The Singapore Crocodile Farm, formally the Tan Moh Hong Reptile Skin & Singapore Crocodile Farm and formerly Tan Moh Hong Reptile Skin Farm, was a crocodile farm formerly located at 790 Upper Serangoon Road in Singapore.

==Background==
Following the end of World War II, the 1-acre (0.40 ha) facility was started in 1945 by entrepreneur Tan Gna Chua on his residential home premises at Upper Serangoon Road.

The farm began modestly with just 10 crocodiles in Tan's backyard but soon expanded into a 90,000 square-foot facility as Tan Moh Hong Reptile Skin Farm. Originally created to share Tan's passion for crocodiles, the farm also supplied skins to his tannery within its premises, produced items such as shoes, wallets, belts, and handbags which would also be exported overseas.

The farm was later opened to the public. In February 1972, it received much publicity in the media when Lord Louis Mountbatten, the 1st Earl Mountbatten of Burma, his wife Edwina, and family, paid a private visit to the farm.

Tan Gna Chua died in 2000 at an age of 85, leaving behind an estimated $30 million worth of assets, which caused legal disputes between the children of Tan Gna Chua's two wives.

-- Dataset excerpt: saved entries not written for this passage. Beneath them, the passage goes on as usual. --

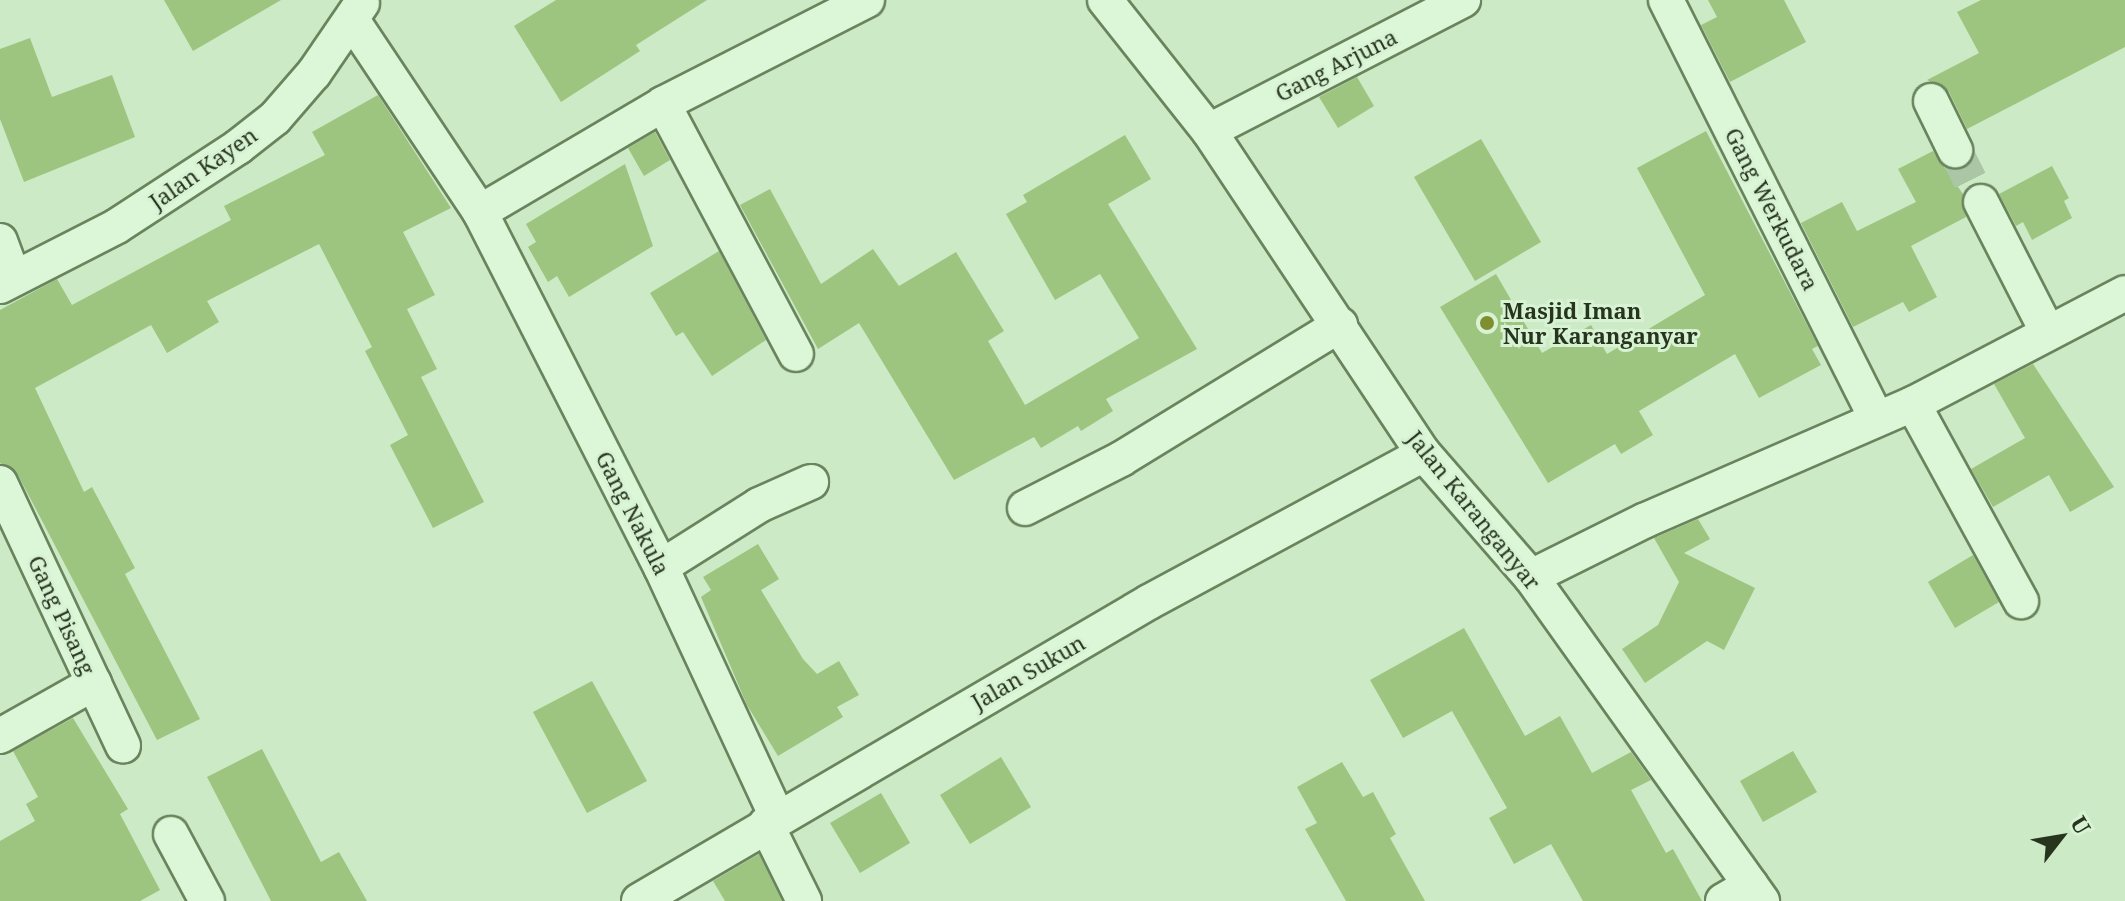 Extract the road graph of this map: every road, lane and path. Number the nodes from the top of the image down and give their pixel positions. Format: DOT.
graph roads {
  1 [pos="867,0"];
  2 [pos="1105,0"];
  3 [pos="1463,0"];
  4 [pos="1666,0"];
  5 [pos="358,10"];
  6 [pos="1931,101"];
  7 [pos="663,104"];
  8 [pos="1209,131"];
  9 [pos="1955,150"];
  10 [pos="1981,202"];
  11 [pos="480,212"];
  12 [pos="0,241"];
  13 [pos="7,282"];
  14 [pos="2125,293"];
  15 [pos="1340,325"];
  16 [pos="2048,333"];
  17 [pos="796,354"];
  18 [pos="1913,404"];
  19 [pos="1877,419"];
  20 [pos="1424,454"];
  21 [pos="811,482"];
  22 [pos="0,483"];
  23 [pos="1025,508"];
  24 [pos="661,567"];
  25 [pos="1531,577"];
  26 [pos="2021,601"];
  27 [pos="94,683"];
  28 [pos="0,736"];
  29 [pos="123,746"];
  30 [pos="772,820"];
  31 [pos="171,834"];
  32 [pos="1745,896"];
  33 [pos="207,901"];
  34 [pos="639,901"];
  35 [pos="804,901"];
  1 -- 7 [label="street"];
  2 -- 8 [label="street, Jalan Karanganyar"];
  3 -- 8 [label="street, Gang Arjuna"];
  4 -- 19 [label="street, Gang Werkudara"];
  5 -- 11 [label="street, Gang Nakula"];
  5 -- 13 [label="street, Jalan Kayen"];
  6 -- 9 [label="street"];
  7 -- 11 [label="street"];
  7 -- 17 [label="street"];
  8 -- 15 [label="street, Jalan Karanganyar"];
  10 -- 16 [label="street"];
  11 -- 24 [label="street, Gang Nakula"];
  12 -- 13 [label="street"];
  14 -- 16 [label="street"];
  15 -- 20 [label="street, Jalan Karanganyar"];
  15 -- 23 [label="street"];
  16 -- 18 [label="street"];
  18 -- 19 [label="street"];
  18 -- 26 [label="street"];
  19 -- 25 [label="street"];
  20 -- 25 [label="street, Jalan Karanganyar"];
  20 -- 30 [label="street, Jalan Sukun"];
  21 -- 24 [label="street"];
  22 -- 27 [label="street, Gang Pisang"];
  24 -- 30 [label="street, Gang Nakula"];
  25 -- 32 [label="street, Jalan Karanganyar"];
  27 -- 28 [label="street"];
  27 -- 29 [label="street, Gang Pisang"];
  30 -- 34 [label="street, Jalan Sukun"];
  30 -- 35 [label="street, Gang Nakula"];
  31 -- 33 [label="street"];
} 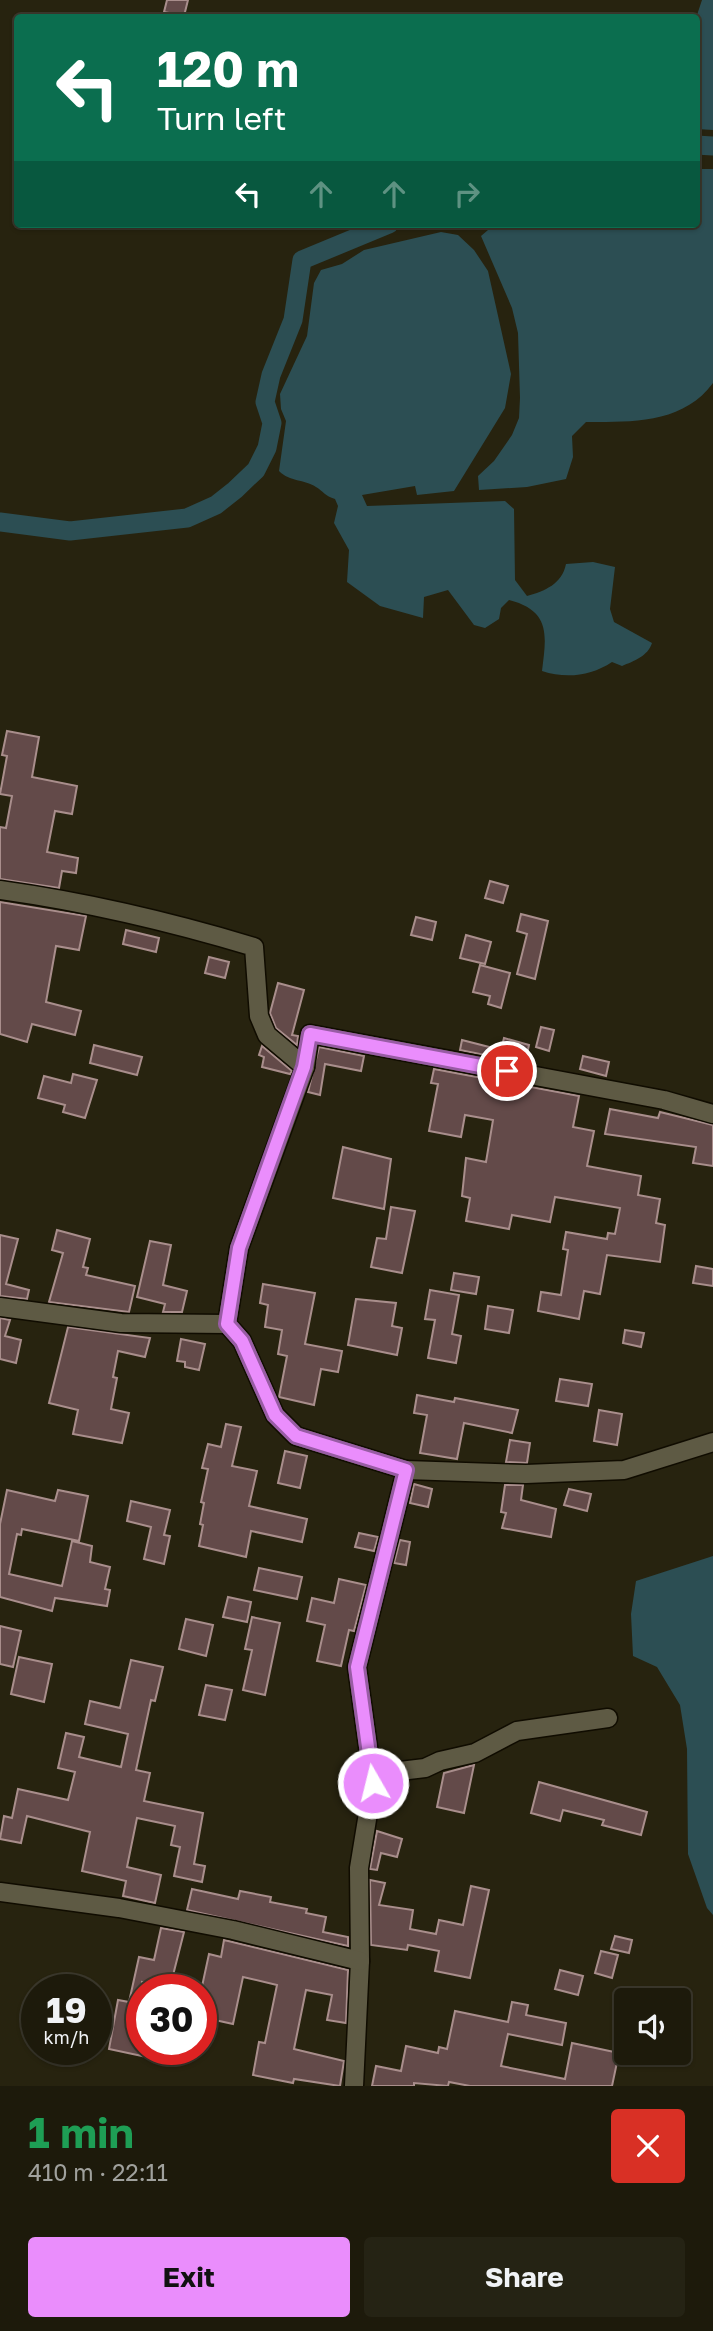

The farm was eventually closed in 2012 with its former site consisted of 790 Upper Serangoon Road and another adjoined site being 1 Surin Road were sold in a tender conducted by Colliers International to the Nobel Design Holdings and Pinnacle Asset Group. The strata landed housing project known as One Surin was built in 2014 on these sites and was completed in 2017.